Mir Khalil-ur-Rahman (1927 – 25 January 1992) was the founder and editor of the Jang Group of Newspapers  which currently publishes many Urdu and English newspapers in Pakistan. A self-made newspaper magnate, he ranks among the most successful newspaper entrepreneurs in Pakistan.

Early life
Mir Khalil ur Rahman was born in 1927 to a Kashmiri business family who migrated from Kashmir Valley due to economic reason to  Gujranwala, Punjab, where he was born. He received his basic schooling from the same place. He matriculated from Fatehpuri Muslim High School in Delhi and received a degree from Daryaganj Commercial College, Delhi.
During the Second World War, his parents moved to New Delhi, the capital of India. It was here that he discovered his love for journalism. The world of newspapers attracted him far more than the dull books of accounting. He had a passion for reading and writing and a fondness for newspapers and magazines. He sat glued to his radio set, listening to the latest war news.

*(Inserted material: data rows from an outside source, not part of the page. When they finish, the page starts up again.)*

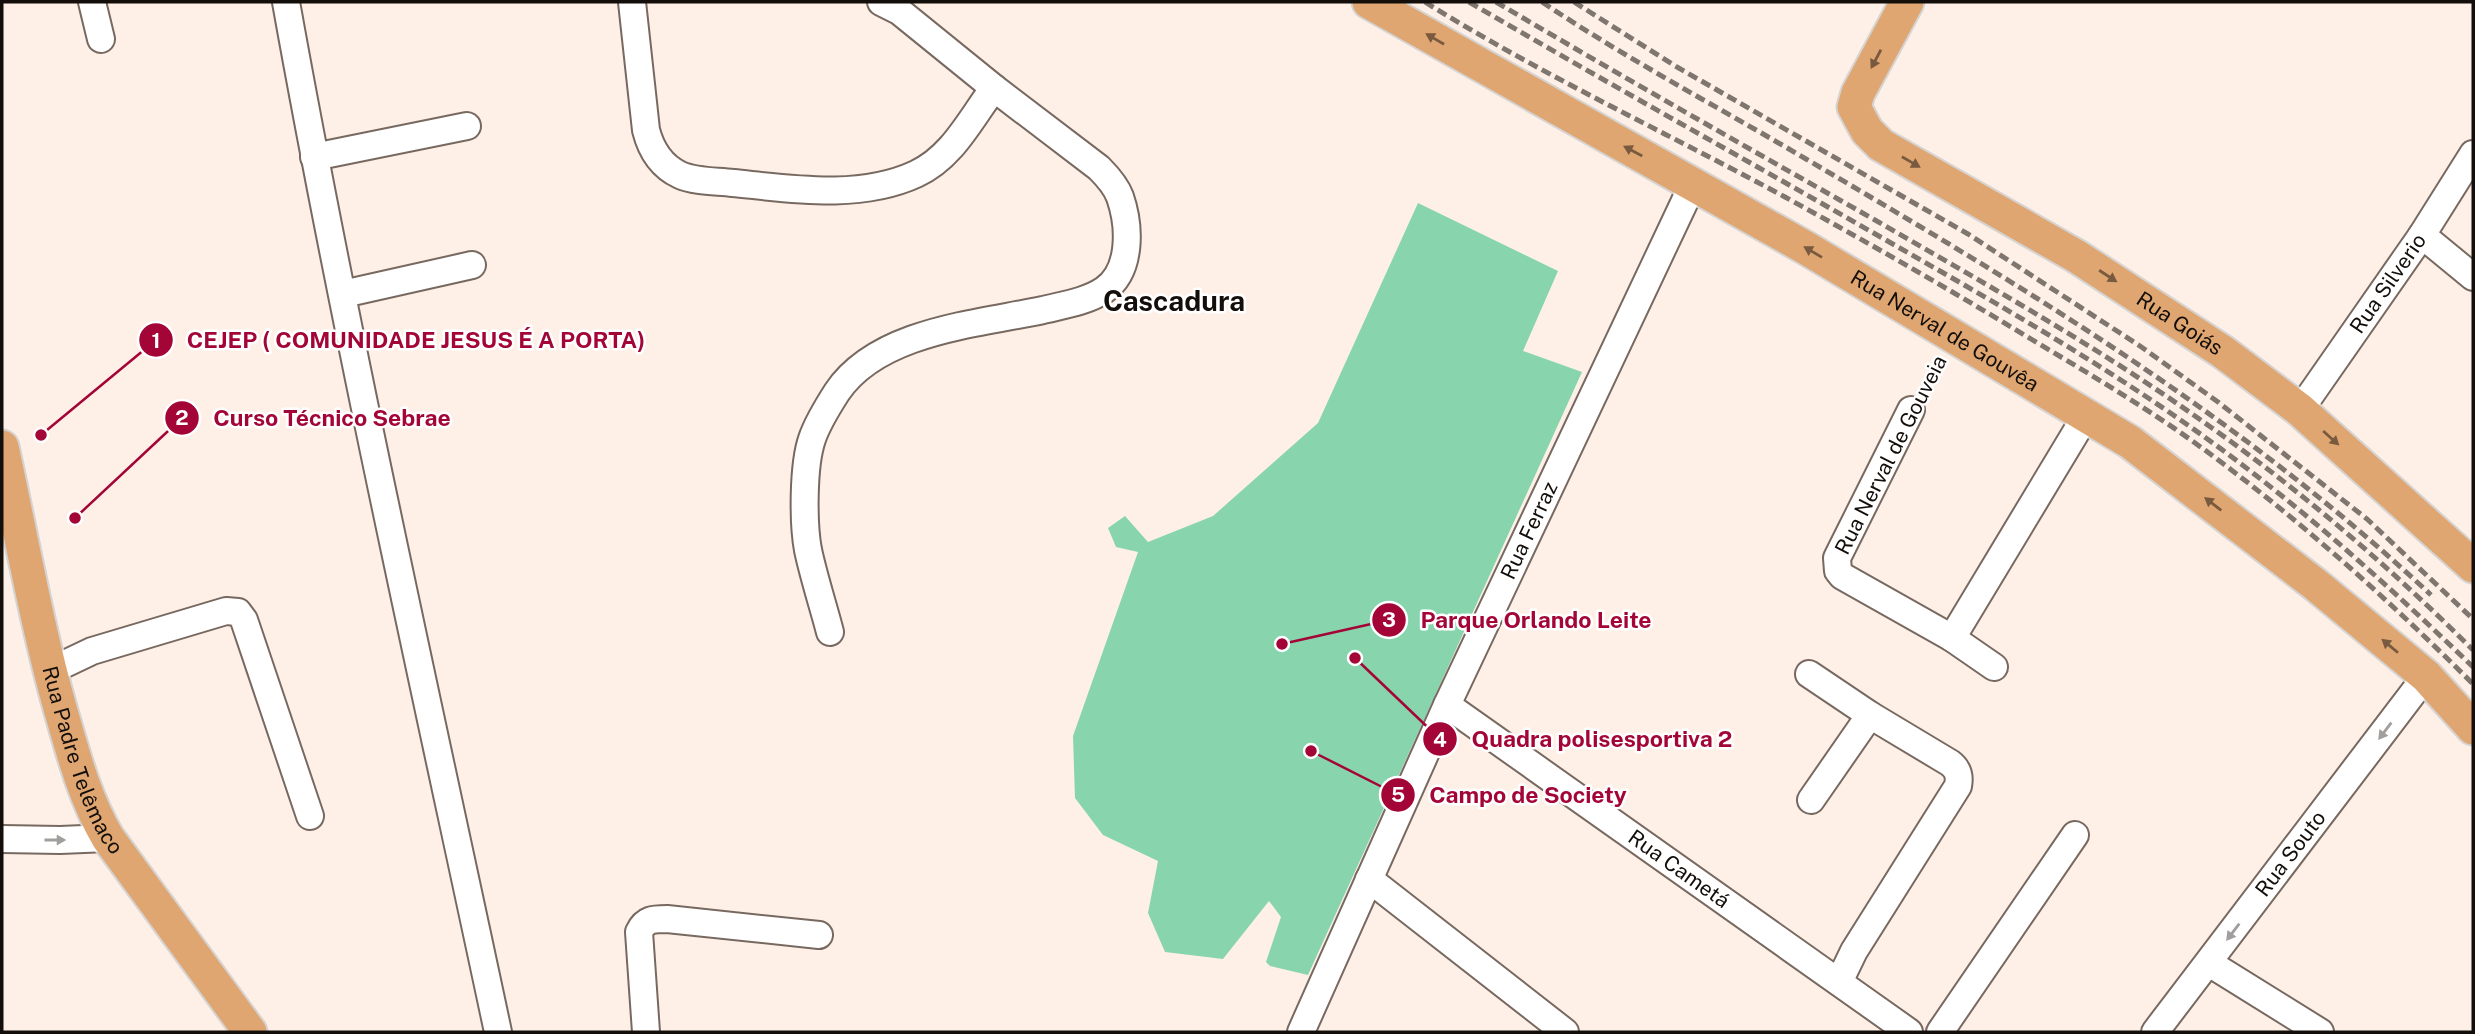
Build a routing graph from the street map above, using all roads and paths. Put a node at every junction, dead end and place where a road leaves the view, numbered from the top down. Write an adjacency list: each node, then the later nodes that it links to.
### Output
1 (92, 2): 7 (street)
2 (286, 2): 11 (street)
3 (632, 2): 8 (street)
4 (881, 2): 8 (street)
5 (1369, 2): 12 (main road, Rua Nerval de Gouvêa, one-way to 5)
6 (1908, 2): 19 (main road, Rua Goiás, one-way to 19)
7 (101, 39)
8 (994, 88): 23 (street)
9 (467, 126): 11 (street)
10 (2473, 154): 13 (street, Rua Silverio)
11 (314, 157): 16 (street)
12 (1693, 184): 17 (main road, Rua Nerval de Gouvêa, one-way to 12); 29 (street, Rua Ferraz)
13 (2422, 235): 15 (street); 19 (street, Rua Silverio)
14 (472, 265): 16 (street)
15 (2473, 277)
16 (342, 295): 43 (street)
17 (1952, 335): 18 (path, Rua Nerval de Gouveia); 20 (main road, Rua Nerval de Gouvêa)
18 (1911, 410): 24 (street, Rua Nerval de Gouveia)
19 (2300, 410): 22 (main road, Rua Goiás, one-way to 22)
20 (2087, 414): 24 (street); 28 (main road, Rua Nerval de Gouvêa, one-way to 20)
21 (2, 447): 26 (main road, Rua Padre Telêmaco)
22 (2473, 566)
23 (830, 632)
24 (1952, 638): 25 (street, Rua Nerval de Gouveia)
25 (1994, 667)
26 (50, 671): 33 (street); 35 (main road, Rua Padre Telêmaco)
27 (1809, 674): 30 (street)
28 (2426, 677): 31 (main road, Rua Nerval de Gouvêa); 39 (street, Rua Souto, one-way to 39)
29 (1447, 705): 37 (street, Rua Ferraz); 40 (street, Rua Cametá)
30 (1870, 715): 32 (street); 40 (street)
31 (2473, 728)
32 (1811, 800)
33 (310, 816)
34 (2075, 835): 48 (street)
35 (108, 838): 36 (street, one-way to 35); 42 (main road, Rua Padre Telêmaco)
36 (2, 839)
37 (1369, 879): 41 (street, Rua Ferraz); 46 (street)
38 (819, 935): 44 (street)
39 (2209, 963): 49 (street, Rua Souto); 50 (street)
40 (1839, 982): 47 (street, Rua Cametá)
41 (1305, 1022): 45 (street)
42 (250, 1032)
43 (498, 1032)
44 (646, 1032)
45 (1326, 1032)
46 (1564, 1032)
47 (1909, 1032)
48 (1940, 1032)
49 (2155, 1032)
50 (2320, 1032)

In 1940, when he was still a student, he started and founded a newspaper for the Muslims during World War II in Delhi. He called it the Jang, or War. Some of his critics said, at that time, that he encouraged the war hysteria by selecting a name like that for his newspaper but  Mir Khalil-ur-Rehman made it clear that he was doing it for the soldiers and not to encourage the Second world war.

Career
After the independence of Pakistan on 14 August 1947, Mir Khalil moved to Karachi, first capital of the newly created state of Pakistan, and started publishing the Daily Jang from there which was funded by a loan of 5000 rupees from Abdul Ghani Barq of Ferozsons Publishers of Lahore. Pakistan's first Governor General and founder,  Muhammad Ali Jinnah was delighted by this move and offered the government's help in running it. Mir, however, declined the offer saying that the freedom of the press was his motto and goal for journalism in Pakistan. Mir also helped in the founding of the Council of Pakistan Newspaper Editors. He opposed, tooth and nail, any government measures or action which curbed the freedom of the press in Pakistan.

References

External links
 The News International daily newspaper homepage
 Mir Khalil ur Rehman Foundation official website (Archived)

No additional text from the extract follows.